──────── Input data ────────

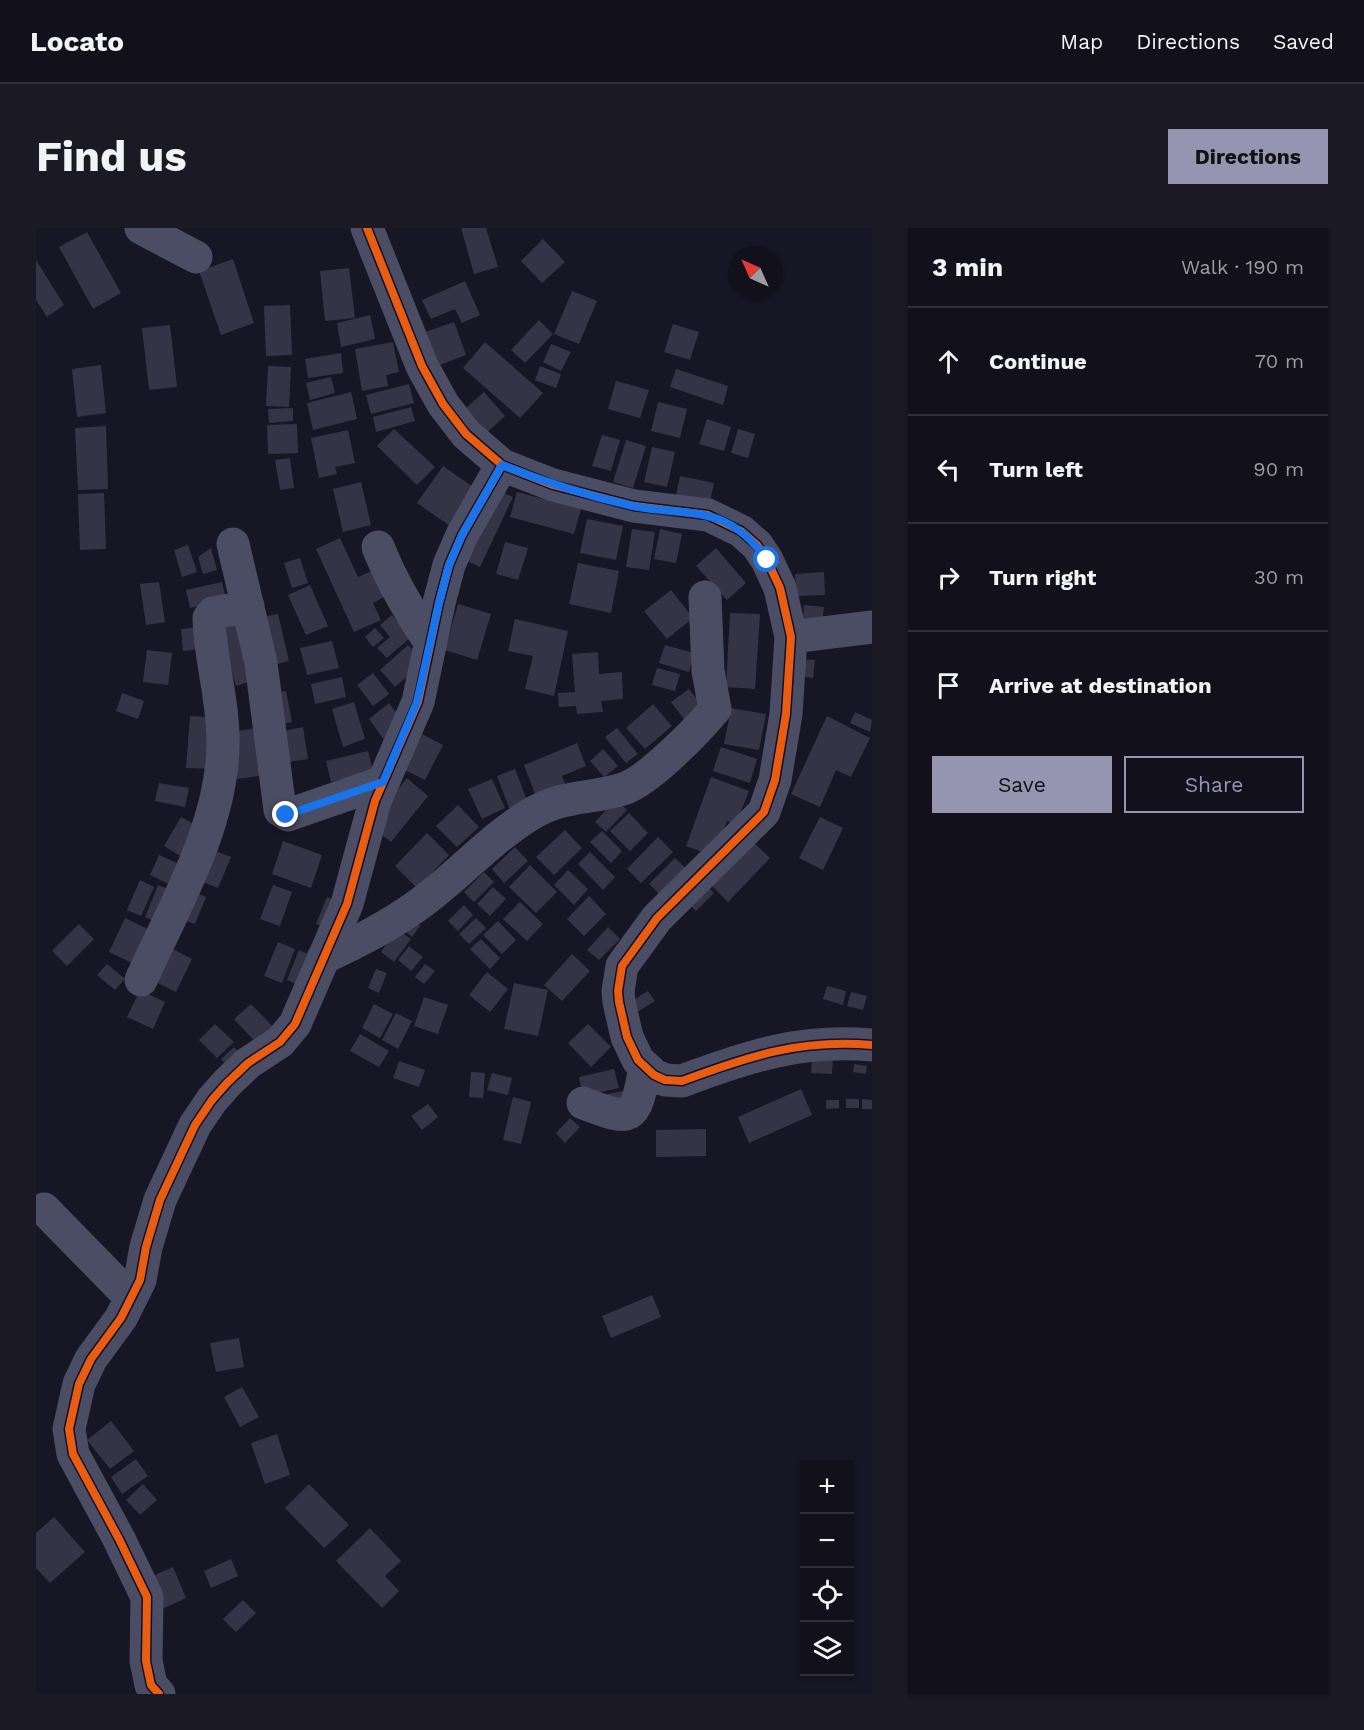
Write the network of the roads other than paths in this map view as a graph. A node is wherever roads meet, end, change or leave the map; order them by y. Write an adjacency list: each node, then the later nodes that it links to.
1 (141, 228): 3 (street)
2 (367, 228): 4 (street)
3 (196, 257)
4 (502, 465): 10 (street); 11 (street)
5 (233, 544): 8 (street)
6 (378, 547): 11 (street)
7 (705, 597): 13 (street)
8 (248, 606): 12 (street); 14 (street)
9 (872, 627): 10 (street)
10 (791, 637): 16 (street)
11 (430, 642): 12 (street)
12 (383, 782): 13 (street)
13 (323, 958): 19 (street)
14 (141, 980)
15 (872, 1045): 16 (street)
16 (645, 1068): 17 (street)
17 (583, 1103)
18 (44, 1209): 19 (street)
19 (132, 1298): 20 (street)
20 (159, 1694)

────────

◆ **Task to carry out**
Each line of the data must be transcribed exactly; pictures are not carried over.

◆ **Result of the task**
Write the network of the roads other than paths in this map view as a graph. A node is wherever roads meet, end, change or leave the map; order them by y. Write an adjacency list: each node, then the later nodes that it links to.
1 (141, 228): 3 (street)
2 (367, 228): 4 (street)
3 (196, 257)
4 (502, 465): 10 (street); 11 (street)
5 (233, 544): 8 (street)
6 (378, 547): 11 (street)
7 (705, 597): 13 (street)
8 (248, 606): 12 (street); 14 (street)
9 (872, 627): 10 (street)
10 (791, 637): 16 (street)
11 (430, 642): 12 (street)
12 (383, 782): 13 (street)
13 (323, 958): 19 (street)
14 (141, 980)
15 (872, 1045): 16 (street)
16 (645, 1068): 17 (street)
17 (583, 1103)
18 (44, 1209): 19 (street)
19 (132, 1298): 20 (street)
20 (159, 1694)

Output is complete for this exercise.